Tracking a Moving Prediction Target
It’s important to remember that the hidden state of a character can change over time. To see how this can impact our prediction target, let’s take a look at an imaginary character’s history:
You can see that in August, our model thinks that he is about to betray us (buy the product) based on his recent pattern of activity. But despite our expectations, he served loyally for months. Of course, he did eventually betray us. Since someone’s internal state (whether they’re ready to betray) can change over time, our model needs to predict whether someone is about to betray us so we know exactly when to reach out to them.
Model Evaluation Considerations: Scoring and Re-Scoring Over a Time Series
In order to know whether our model accurately reflects characters’ motives, each character should always have a score attached to them — our estimate of how trustworthy they are — and that score changes over time. This of course makes our evaluation very complex, since whether we are thinking of a character as “good” or “evil” will change over time, just like their own motives.
Another issue can occur when a score peaks for a while before leveling back off. To mitigate misleading forecasts that might cause us to temporarily mistrust a perfectly loyal character, we need to ensure that our model evaluation function looks at all the scores over time. We should penalize these mistaken scores when we retrain the model, and look at them to judge which models are better than others.
To evaluate a model, we’ll just consider the score we assigned to a character every time we scored (every day or every week), and see how well it predicts their actions in, say, the next week. If at the beginning of the week we said a character was likely to betray us, and they betrayed us on that Thursday, that’s a true positive and a victory for our model. If they didn’t betray us until next Thursday, though, we’d consider that a false positive — our model said they would betray us this week, and they didn’t.
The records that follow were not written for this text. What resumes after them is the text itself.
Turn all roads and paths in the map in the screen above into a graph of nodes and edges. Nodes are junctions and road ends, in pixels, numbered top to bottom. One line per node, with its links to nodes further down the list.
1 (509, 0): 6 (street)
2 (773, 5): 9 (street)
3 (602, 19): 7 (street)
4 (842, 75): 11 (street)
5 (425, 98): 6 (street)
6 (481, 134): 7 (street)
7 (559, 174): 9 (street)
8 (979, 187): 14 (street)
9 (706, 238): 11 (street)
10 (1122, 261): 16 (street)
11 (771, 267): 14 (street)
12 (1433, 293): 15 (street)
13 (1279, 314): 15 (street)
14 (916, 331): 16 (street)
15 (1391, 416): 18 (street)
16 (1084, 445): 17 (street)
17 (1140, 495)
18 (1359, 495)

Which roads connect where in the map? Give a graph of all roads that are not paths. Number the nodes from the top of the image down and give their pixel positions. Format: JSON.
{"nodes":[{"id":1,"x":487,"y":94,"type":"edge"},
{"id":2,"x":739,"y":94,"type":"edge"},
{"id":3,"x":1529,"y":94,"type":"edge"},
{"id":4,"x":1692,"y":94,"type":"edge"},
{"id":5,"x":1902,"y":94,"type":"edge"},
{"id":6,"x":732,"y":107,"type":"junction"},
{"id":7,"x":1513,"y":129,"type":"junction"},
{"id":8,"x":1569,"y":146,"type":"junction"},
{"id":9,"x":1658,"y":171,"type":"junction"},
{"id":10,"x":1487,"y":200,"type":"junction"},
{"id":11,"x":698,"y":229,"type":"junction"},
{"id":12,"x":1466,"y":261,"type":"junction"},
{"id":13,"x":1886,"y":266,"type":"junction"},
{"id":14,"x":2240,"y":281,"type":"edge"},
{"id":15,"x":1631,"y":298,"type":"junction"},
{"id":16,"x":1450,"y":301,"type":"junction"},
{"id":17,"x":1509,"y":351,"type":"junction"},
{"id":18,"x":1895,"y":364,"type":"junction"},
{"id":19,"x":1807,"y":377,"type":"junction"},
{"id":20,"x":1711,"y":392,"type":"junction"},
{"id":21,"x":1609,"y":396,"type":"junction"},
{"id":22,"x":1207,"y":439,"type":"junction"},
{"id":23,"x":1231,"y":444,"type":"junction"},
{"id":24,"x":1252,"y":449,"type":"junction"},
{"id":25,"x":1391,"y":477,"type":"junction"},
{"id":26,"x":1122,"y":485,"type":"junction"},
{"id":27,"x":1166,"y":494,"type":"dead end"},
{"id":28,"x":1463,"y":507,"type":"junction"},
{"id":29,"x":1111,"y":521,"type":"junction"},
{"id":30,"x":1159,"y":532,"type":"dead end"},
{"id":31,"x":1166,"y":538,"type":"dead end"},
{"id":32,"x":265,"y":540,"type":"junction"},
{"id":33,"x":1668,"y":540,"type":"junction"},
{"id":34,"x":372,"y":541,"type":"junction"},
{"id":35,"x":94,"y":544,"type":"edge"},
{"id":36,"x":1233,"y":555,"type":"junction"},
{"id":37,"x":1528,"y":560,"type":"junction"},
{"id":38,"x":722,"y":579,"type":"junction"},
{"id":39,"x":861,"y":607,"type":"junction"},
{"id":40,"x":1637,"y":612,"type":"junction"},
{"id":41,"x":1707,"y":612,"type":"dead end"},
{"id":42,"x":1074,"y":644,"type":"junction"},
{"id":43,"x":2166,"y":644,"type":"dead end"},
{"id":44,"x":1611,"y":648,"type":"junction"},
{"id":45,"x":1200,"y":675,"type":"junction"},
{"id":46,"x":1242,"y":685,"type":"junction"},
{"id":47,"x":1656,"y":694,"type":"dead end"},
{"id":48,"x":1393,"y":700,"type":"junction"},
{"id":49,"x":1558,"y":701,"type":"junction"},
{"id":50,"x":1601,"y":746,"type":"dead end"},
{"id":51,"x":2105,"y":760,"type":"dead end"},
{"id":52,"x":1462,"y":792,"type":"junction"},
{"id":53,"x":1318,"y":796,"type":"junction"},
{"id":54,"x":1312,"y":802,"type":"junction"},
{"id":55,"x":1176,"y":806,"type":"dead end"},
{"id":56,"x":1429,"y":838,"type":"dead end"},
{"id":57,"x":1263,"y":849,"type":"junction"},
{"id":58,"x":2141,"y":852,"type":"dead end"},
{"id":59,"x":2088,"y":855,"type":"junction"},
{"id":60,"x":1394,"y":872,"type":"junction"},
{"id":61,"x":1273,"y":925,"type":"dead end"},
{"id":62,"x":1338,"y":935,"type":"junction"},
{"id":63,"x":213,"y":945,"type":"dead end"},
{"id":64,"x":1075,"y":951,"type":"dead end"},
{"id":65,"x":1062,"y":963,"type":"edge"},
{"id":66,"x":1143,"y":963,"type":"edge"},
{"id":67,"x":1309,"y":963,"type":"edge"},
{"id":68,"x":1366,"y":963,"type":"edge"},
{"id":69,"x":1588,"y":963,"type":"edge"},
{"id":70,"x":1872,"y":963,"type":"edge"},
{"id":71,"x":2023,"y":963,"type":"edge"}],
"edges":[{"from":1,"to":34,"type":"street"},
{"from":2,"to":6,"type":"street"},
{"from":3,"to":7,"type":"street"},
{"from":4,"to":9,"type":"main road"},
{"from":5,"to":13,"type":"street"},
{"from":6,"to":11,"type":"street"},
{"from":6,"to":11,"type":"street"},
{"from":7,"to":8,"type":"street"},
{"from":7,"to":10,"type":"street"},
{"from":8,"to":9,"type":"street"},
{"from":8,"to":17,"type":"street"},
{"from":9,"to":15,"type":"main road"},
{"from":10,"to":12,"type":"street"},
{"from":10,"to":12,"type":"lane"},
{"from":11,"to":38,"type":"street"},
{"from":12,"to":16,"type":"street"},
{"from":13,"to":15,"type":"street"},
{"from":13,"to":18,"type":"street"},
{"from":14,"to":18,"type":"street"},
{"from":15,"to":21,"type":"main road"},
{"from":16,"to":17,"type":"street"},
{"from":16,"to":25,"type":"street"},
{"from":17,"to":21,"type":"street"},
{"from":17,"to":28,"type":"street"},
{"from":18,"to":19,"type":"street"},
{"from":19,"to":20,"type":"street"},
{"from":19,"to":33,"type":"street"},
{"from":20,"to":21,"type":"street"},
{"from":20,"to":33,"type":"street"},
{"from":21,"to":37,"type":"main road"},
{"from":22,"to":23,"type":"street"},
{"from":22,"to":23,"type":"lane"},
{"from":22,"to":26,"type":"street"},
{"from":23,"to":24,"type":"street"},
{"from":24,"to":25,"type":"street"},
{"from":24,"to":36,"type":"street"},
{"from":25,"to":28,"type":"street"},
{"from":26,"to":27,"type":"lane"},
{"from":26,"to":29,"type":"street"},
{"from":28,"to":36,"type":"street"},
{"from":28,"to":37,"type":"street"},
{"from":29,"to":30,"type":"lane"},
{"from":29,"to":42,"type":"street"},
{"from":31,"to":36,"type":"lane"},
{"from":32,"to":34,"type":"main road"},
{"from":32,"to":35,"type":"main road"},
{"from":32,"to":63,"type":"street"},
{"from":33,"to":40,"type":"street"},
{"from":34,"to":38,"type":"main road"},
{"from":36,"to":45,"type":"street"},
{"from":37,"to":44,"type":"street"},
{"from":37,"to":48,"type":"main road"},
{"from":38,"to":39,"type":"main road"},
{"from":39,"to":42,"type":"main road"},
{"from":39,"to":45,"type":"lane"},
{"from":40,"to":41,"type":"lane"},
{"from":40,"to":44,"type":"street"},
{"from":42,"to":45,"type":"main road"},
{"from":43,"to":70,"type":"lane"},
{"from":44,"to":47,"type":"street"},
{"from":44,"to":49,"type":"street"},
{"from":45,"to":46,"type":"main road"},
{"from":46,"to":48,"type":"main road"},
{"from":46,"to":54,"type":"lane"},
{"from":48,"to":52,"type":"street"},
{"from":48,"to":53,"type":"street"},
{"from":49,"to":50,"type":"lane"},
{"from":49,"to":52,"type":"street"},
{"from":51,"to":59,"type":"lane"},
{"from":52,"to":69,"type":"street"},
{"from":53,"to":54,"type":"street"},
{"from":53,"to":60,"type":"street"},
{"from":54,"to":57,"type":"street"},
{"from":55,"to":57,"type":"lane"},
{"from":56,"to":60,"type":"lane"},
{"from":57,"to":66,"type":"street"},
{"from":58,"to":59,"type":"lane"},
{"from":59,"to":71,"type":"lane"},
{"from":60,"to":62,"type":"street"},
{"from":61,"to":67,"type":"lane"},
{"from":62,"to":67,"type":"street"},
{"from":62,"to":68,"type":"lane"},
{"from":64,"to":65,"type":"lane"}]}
In that case we’ll also look at the score we gave them the following week.
Conclusions: What Did We Learn from the Starks?
This fictional example gives you a glimpse into how much thought and expertise should go into evaluating behavior models and coming up with the right metrics to determine the accuracy of their resulting scores. When doing machine learning over a time series, it is especially important to monitor your models and watch for drift. Keep in mind that a model could end up having multiple “false positives” associated with the same character from week to week (i.e. if it kept incorrectly predicting betrayals that didn’t happen), and this would be a clear indication that it’s time for a model refresh.
If you address all of the factors covered above, behavior scoring can be extremely useful for a wide variety of business needs. Knowing when people are going to do something (as opposed to just the open ended inevitability) is a key to predictive success.